After the Rijksmuseum I went off to the Van Gogh museum, about 200m away. In sharp contrast to my new-found appreciation for Rembrandt, I decided I didn't really like Van Gogh's stuff. Which is a bit of a shame really as I was standing in his museum. This isn't really fair to Van Gogh, or rather VG as I like to call him, simply to save on typing, in that I quite liked his work at the Musee d'Orsay in Paris. It's just that this museum only really had his earlier work, before he had refined his technique and didn't really have any of his really famous stuff. VG was self-taught and so when they put his early work next to the works he was recreating, or those that had inspired him, the comparison really didn't work in his favour. In one of his first major paintings, the Potato Eaters, he actually got the perspective all wrong, which seemed like such a basic art mistake to make, not that I am arty in the slightest. I think this museum is really for the die-hard VG fans, but you can see how his style changed over the years and how he got better in the few years before he died, which is kind of cool.

After Van Gogh it was off to Anne Frank's house, or rather the house where her and 7 other people hid for 2 years during the Second World War. I hadn't read her diary before I went, which now having read it I kind of wish I had. It really was amazing to think that 8 people nearly survived the war in these few rooms, but then about 9 months before the end they were betrayed and sent off to separate concentration camps, sorry I've given away the ending. The only one to survive the camps was Anne's father who made it back to Amsterdam hoping that he would find his daughters there, he knew his wife had already died in the camps. But Anne and Margot had died just a few weeks before their camp was liberated.

It's amazing to read her diary, you can see her grow up during her 2 years in hiding and she does have quite deep thoughts, particularly as she was only 14 years old when she was writing and I guess as everyone says she puts a face to the Holocaust. Reading it though you have to keep reminding yourself that it is a true story, there is no happy ending, no plot devices or twists, you only get what a 14 year old girl thought was important on that day and so some things are left unanswered.
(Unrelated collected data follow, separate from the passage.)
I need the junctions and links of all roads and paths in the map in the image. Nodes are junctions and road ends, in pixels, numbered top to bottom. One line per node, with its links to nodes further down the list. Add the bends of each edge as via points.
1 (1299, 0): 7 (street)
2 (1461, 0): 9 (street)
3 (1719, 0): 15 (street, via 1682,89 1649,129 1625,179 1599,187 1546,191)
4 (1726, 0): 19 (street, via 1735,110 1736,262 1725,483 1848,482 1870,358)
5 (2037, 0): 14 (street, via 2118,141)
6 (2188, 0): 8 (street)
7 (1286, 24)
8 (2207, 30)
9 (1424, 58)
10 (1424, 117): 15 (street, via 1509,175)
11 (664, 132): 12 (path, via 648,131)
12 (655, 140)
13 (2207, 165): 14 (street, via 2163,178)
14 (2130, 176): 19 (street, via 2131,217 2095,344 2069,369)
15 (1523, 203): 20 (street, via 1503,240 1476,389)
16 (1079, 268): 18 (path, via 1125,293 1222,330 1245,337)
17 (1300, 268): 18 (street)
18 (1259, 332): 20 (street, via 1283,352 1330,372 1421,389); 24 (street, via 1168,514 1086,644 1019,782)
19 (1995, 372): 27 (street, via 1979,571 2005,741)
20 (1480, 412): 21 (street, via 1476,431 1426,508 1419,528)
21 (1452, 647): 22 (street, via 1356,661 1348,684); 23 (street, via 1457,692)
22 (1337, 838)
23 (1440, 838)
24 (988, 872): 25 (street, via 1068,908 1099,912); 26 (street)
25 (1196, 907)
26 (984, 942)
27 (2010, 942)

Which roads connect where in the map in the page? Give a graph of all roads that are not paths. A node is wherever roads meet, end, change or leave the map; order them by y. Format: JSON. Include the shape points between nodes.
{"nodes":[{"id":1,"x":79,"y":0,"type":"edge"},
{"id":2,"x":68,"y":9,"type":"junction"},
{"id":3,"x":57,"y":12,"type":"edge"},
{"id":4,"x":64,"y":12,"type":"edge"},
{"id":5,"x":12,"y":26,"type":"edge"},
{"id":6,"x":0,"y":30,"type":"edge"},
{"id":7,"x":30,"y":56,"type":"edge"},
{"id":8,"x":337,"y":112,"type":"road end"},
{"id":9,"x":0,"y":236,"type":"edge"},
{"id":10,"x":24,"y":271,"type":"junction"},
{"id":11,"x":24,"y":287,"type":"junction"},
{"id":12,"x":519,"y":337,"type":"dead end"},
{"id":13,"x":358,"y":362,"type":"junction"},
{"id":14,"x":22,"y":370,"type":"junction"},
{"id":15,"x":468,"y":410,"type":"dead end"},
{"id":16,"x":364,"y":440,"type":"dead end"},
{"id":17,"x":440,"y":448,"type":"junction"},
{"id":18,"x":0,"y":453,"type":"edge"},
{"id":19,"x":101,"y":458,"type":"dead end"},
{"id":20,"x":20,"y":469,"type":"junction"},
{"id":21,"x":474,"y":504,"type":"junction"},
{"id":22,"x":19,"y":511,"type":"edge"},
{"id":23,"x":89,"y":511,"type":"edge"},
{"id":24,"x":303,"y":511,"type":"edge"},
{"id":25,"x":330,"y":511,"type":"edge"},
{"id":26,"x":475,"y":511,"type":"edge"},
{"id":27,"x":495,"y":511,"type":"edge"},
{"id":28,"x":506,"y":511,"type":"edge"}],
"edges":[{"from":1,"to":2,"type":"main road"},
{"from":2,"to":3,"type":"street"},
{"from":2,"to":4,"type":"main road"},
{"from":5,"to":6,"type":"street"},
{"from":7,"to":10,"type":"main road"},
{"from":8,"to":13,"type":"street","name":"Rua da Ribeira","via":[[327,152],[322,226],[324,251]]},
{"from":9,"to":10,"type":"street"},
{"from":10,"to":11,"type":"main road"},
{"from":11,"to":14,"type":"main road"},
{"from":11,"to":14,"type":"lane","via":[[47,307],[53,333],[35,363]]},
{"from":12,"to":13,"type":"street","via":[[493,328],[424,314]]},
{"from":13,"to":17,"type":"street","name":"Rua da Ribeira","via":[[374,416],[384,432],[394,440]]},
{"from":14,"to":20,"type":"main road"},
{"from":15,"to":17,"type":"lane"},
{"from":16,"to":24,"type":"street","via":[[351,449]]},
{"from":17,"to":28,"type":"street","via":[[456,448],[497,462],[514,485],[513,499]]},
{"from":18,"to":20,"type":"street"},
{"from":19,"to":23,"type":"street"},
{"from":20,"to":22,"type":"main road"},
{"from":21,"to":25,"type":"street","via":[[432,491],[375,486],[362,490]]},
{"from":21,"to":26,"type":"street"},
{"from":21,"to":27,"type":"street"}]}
I'm going to have to break this trip into two posts, there is too much for one go. I will leave you with the dinner I had that night. It was in a pretty fancy restaurant and was delicious, but the freaky thing was the water they gave me, artesian water from Norway. Tasted pretty good, like water anyway and no chlorine or fluoride flavour, but for 6 euros/500mL bottle I thought it was a little steep. Hasn't this restaurant read the review that some people in London did of these bottle waters? Apparently good-old London tap-water came 3rd in a blind taste-test of something like 25 of these bottled waters. The best one was from Fiji too, not Norway. Oh, one last thing before I do go, one thing I disliked about Amsterdam was the smoking in the restaurants. They didn't seem to even really bother with a smoking and non-smoking section, which they at least give the appearance of in France, so that was pretty disgusting. I remember smoking and non-smoking sections from when I was a child in Australia, now no smoking is allowed in any pubs, clubs or restaurants, and I thought Europe were meant to be the progressive one?